Start of Block

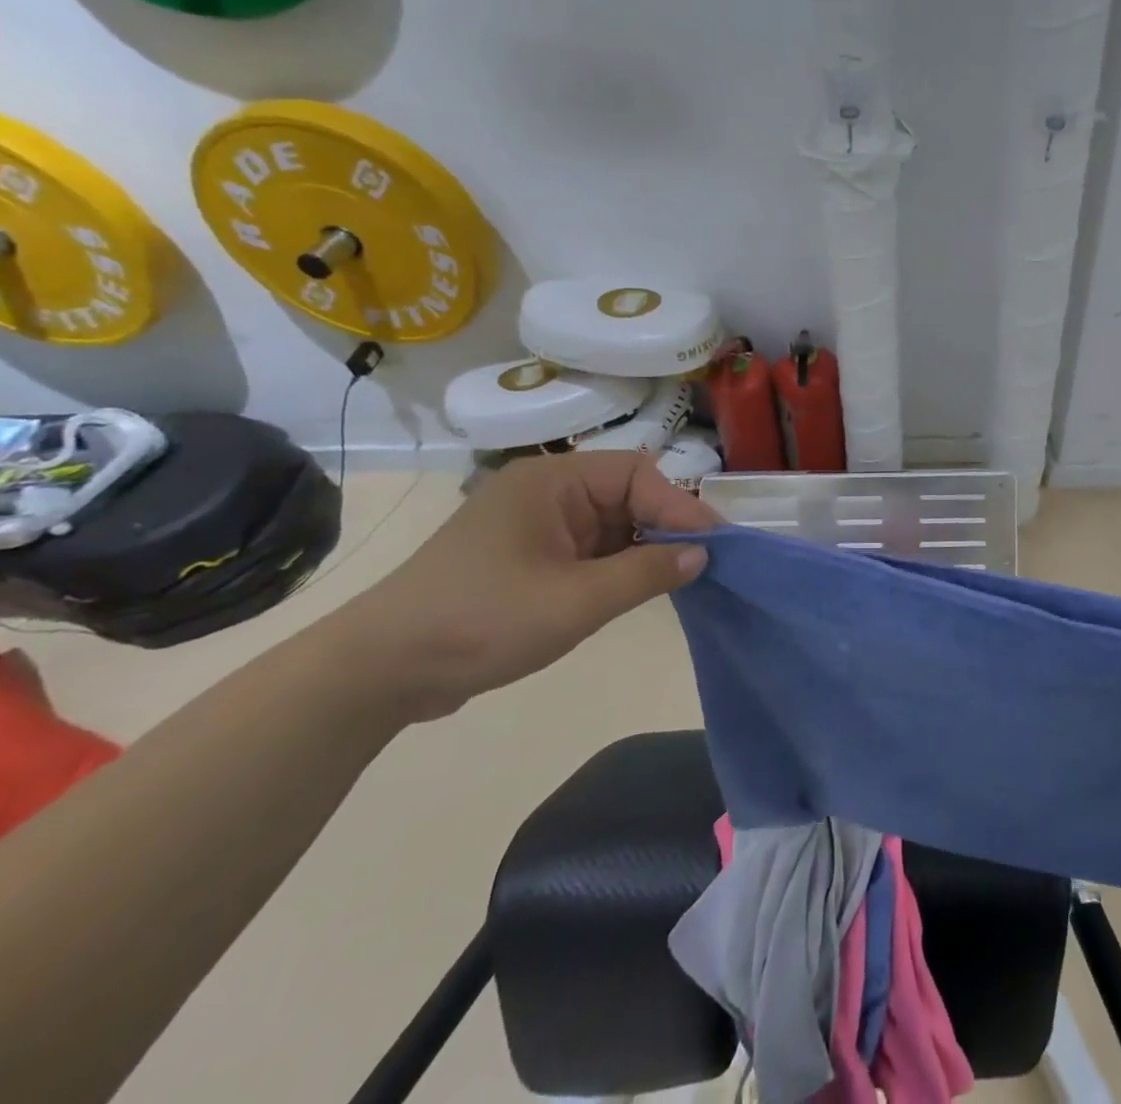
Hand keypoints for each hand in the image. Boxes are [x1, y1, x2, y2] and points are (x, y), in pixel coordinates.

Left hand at [315, 451, 717, 723]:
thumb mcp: (577, 600)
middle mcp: (545, 492)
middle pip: (626, 495)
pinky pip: (588, 548)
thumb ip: (647, 572)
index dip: (679, 506)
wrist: (379, 673)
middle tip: (702, 563)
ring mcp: (534, 525)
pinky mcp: (526, 556)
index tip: (713, 544)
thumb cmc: (482, 621)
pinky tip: (637, 589)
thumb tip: (702, 554)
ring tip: (678, 579)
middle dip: (664, 527)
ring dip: (642, 549)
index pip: (637, 474)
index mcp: (551, 481)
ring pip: (610, 524)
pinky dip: (616, 566)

End of Block

» EXERCISE REQUIREMENTS
Working from the records above, write out verbatim only the lines from the line containing "pinky pip: (588, 548)" through the line containing "ring tip: (678, 579)".

» RESPONSE TO THE EXERCISE
pinky pip: (588, 548)
thumb ip: (647, 572)
index dip: (679, 506)
wrist: (379, 673)
middle tip: (702, 563)
ring mcp: (534, 525)
pinky mcp: (526, 556)
index tip: (713, 544)
thumb cmc: (482, 621)
pinky tip: (637, 589)
thumb tip: (702, 554)
ring tip: (678, 579)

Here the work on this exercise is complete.